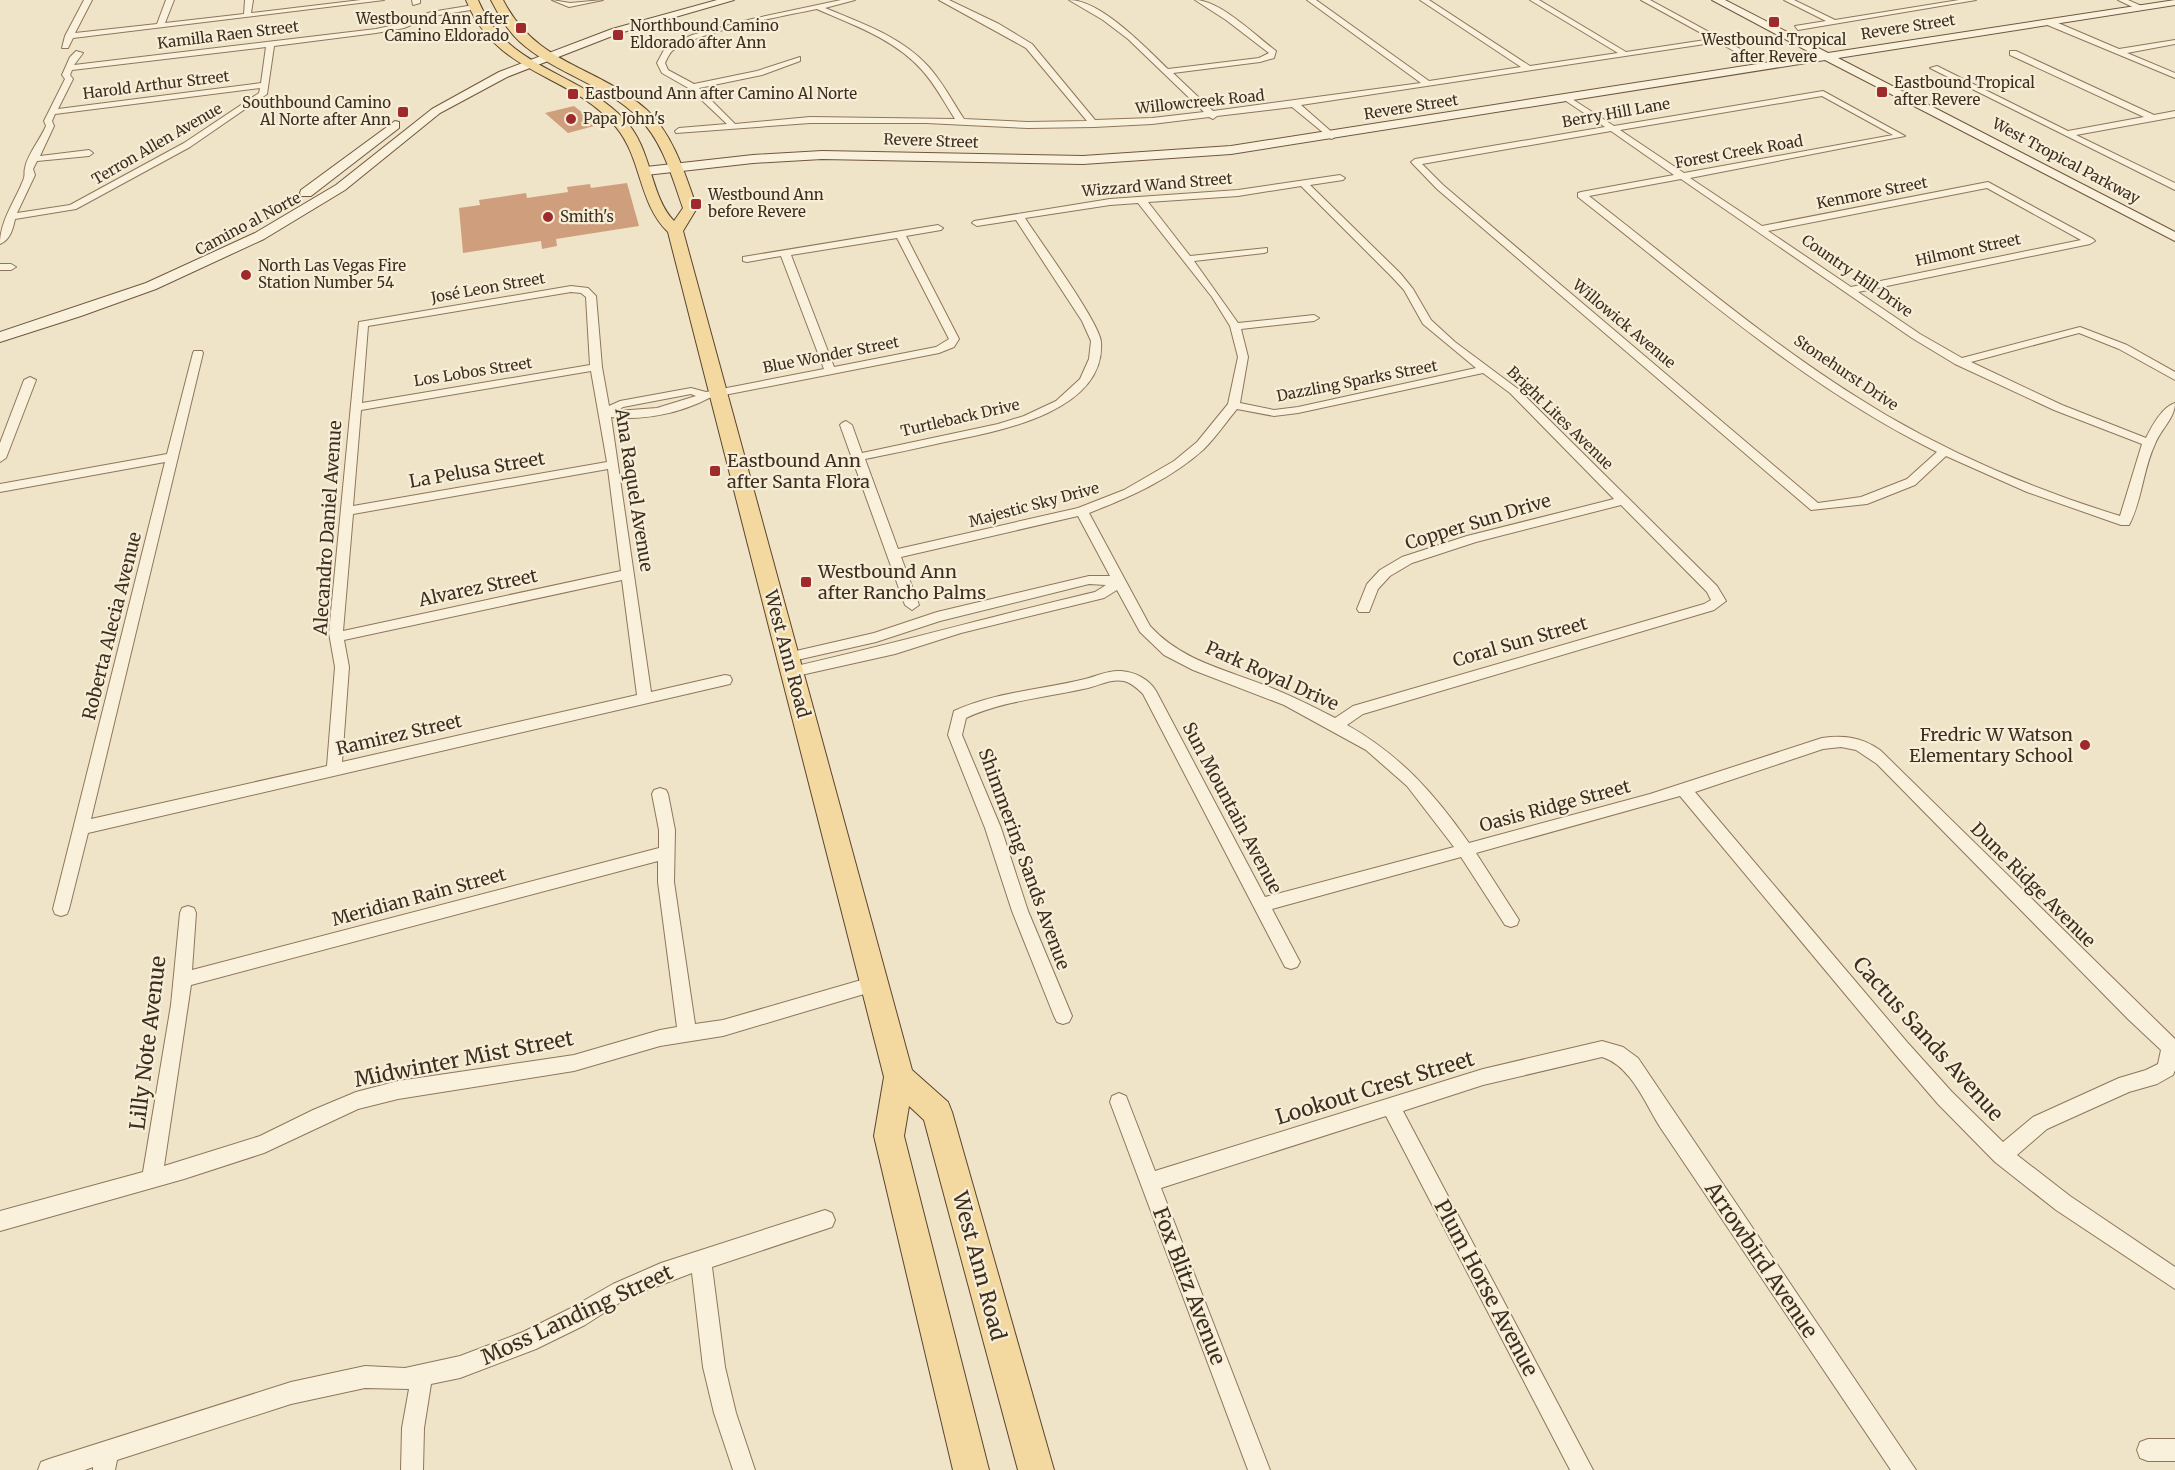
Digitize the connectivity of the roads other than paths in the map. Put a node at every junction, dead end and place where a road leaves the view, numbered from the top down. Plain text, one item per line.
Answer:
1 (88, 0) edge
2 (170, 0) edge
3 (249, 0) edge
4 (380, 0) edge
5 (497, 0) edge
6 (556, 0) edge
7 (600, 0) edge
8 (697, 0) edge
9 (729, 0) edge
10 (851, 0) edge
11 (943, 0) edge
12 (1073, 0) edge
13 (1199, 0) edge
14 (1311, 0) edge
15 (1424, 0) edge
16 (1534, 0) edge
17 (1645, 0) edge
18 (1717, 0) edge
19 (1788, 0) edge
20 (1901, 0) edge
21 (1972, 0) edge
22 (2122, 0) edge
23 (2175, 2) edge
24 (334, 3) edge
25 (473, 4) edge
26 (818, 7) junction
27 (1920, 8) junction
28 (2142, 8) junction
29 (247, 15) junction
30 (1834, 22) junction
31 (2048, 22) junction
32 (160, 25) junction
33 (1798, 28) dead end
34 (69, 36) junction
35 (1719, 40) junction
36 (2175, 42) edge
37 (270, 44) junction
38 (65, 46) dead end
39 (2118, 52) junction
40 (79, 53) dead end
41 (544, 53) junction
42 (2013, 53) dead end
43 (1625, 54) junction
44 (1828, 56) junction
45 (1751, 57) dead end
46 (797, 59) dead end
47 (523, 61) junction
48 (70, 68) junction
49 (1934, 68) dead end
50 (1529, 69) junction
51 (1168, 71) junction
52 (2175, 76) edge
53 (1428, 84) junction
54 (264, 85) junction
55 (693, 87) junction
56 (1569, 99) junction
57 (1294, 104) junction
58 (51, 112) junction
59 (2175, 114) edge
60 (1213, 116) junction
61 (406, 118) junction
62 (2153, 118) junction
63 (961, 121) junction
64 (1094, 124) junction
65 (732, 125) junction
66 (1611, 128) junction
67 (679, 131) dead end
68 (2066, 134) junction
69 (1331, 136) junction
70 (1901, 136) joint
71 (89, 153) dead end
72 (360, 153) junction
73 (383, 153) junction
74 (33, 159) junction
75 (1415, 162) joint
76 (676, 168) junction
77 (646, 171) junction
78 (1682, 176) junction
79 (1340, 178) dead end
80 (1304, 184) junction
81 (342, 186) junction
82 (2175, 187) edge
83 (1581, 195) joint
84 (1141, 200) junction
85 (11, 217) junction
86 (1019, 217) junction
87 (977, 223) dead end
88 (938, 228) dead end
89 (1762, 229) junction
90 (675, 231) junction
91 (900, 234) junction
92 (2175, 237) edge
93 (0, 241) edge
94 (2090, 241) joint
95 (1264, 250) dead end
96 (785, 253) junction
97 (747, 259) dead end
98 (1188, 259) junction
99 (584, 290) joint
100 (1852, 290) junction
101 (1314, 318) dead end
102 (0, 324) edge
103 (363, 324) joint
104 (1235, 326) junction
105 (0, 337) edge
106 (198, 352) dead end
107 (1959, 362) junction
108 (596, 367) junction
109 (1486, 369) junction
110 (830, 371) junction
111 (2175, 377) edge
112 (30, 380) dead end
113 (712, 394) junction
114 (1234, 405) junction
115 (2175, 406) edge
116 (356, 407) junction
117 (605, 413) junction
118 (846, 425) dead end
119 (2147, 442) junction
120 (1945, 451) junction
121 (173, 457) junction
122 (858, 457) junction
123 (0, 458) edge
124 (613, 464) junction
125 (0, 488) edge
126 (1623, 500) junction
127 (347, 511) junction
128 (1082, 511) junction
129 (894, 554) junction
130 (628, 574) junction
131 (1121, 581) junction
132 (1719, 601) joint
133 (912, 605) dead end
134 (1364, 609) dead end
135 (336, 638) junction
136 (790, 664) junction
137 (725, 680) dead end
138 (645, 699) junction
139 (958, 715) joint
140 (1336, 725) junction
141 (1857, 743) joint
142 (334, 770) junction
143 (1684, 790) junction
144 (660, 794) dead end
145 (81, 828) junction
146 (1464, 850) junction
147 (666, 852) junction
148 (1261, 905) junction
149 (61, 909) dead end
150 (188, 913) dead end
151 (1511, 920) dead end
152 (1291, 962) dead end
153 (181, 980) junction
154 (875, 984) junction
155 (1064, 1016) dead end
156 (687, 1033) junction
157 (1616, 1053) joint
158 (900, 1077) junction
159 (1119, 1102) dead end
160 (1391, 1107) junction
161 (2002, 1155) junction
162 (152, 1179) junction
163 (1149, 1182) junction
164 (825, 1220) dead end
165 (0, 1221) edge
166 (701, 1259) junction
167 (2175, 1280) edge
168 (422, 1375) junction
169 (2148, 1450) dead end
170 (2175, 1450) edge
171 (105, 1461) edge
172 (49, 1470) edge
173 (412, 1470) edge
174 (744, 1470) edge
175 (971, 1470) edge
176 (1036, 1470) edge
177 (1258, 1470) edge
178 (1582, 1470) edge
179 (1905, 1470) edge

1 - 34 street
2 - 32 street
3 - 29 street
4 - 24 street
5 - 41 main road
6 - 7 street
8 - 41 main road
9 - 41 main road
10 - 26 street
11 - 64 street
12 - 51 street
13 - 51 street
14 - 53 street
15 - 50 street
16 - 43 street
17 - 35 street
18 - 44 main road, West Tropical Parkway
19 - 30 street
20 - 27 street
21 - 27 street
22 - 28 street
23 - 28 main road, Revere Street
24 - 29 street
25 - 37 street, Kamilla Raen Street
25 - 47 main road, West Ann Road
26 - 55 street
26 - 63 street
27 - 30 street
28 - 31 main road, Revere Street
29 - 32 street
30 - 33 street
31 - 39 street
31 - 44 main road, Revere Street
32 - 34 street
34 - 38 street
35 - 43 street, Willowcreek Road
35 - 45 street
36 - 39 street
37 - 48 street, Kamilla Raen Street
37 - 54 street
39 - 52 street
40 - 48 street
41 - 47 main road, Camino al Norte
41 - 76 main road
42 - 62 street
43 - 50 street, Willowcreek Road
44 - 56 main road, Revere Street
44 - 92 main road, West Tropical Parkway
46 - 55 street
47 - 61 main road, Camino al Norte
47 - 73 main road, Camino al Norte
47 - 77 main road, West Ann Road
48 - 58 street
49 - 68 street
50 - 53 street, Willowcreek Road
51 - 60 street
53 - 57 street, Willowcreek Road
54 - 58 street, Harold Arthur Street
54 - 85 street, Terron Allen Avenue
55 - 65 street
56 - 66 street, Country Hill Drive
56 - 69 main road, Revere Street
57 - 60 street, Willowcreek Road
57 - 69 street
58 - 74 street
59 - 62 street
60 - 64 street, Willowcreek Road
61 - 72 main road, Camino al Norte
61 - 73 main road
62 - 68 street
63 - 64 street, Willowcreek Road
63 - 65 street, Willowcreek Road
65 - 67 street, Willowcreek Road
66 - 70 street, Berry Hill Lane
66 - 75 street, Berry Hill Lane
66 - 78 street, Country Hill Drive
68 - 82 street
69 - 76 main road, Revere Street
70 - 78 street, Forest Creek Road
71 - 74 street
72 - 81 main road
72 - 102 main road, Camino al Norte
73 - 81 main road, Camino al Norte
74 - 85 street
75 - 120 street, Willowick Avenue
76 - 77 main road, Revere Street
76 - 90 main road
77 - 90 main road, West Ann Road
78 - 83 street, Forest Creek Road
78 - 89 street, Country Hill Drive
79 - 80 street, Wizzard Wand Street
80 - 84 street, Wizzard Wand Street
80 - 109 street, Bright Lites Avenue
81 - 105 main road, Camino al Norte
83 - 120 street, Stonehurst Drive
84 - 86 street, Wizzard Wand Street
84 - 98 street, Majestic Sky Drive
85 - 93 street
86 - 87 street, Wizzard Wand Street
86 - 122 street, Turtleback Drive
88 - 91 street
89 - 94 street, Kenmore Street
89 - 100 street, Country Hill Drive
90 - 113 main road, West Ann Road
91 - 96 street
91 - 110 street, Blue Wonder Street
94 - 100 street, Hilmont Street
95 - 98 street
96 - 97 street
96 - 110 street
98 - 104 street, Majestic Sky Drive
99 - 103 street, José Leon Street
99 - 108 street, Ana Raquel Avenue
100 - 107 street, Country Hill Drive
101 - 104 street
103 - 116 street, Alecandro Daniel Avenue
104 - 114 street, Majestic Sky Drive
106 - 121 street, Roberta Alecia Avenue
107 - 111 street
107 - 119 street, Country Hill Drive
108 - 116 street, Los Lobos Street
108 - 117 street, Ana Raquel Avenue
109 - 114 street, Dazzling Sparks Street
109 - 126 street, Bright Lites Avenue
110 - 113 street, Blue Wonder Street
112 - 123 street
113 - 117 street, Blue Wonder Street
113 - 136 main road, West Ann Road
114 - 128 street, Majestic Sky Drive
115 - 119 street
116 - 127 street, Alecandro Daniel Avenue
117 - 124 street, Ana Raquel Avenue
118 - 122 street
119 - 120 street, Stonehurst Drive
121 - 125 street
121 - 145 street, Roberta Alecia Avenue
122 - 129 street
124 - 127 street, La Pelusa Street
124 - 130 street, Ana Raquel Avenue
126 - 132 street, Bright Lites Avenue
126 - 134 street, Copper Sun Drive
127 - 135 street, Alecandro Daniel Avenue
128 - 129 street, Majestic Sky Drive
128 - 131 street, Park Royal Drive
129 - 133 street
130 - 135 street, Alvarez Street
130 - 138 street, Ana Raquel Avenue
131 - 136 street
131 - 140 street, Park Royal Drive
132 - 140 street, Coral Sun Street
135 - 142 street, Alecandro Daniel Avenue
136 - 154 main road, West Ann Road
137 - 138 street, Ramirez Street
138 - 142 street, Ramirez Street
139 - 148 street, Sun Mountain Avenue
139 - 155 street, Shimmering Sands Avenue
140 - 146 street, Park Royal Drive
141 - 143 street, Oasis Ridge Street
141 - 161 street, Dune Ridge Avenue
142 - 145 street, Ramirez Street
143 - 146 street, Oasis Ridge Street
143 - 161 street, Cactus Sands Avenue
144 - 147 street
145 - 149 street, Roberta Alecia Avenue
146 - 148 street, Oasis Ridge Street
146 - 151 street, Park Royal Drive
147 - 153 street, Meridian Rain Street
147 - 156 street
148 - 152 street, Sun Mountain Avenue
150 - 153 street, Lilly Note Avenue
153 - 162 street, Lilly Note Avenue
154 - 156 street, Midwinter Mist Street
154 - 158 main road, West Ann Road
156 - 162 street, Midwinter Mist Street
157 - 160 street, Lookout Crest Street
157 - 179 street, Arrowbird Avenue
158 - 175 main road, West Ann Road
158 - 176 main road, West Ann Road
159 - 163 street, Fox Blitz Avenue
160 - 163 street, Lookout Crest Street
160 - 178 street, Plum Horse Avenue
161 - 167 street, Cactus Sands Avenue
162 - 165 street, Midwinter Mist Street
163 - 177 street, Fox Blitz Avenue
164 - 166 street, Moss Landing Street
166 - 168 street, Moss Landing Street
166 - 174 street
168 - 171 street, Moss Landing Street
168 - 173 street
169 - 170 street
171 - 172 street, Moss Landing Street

**Exercise**
All lines in the records above with "Kamilla" need to be found and copied.

**Task output**
25 - 37 street, Kamilla Raen Street
37 - 48 street, Kamilla Raen Street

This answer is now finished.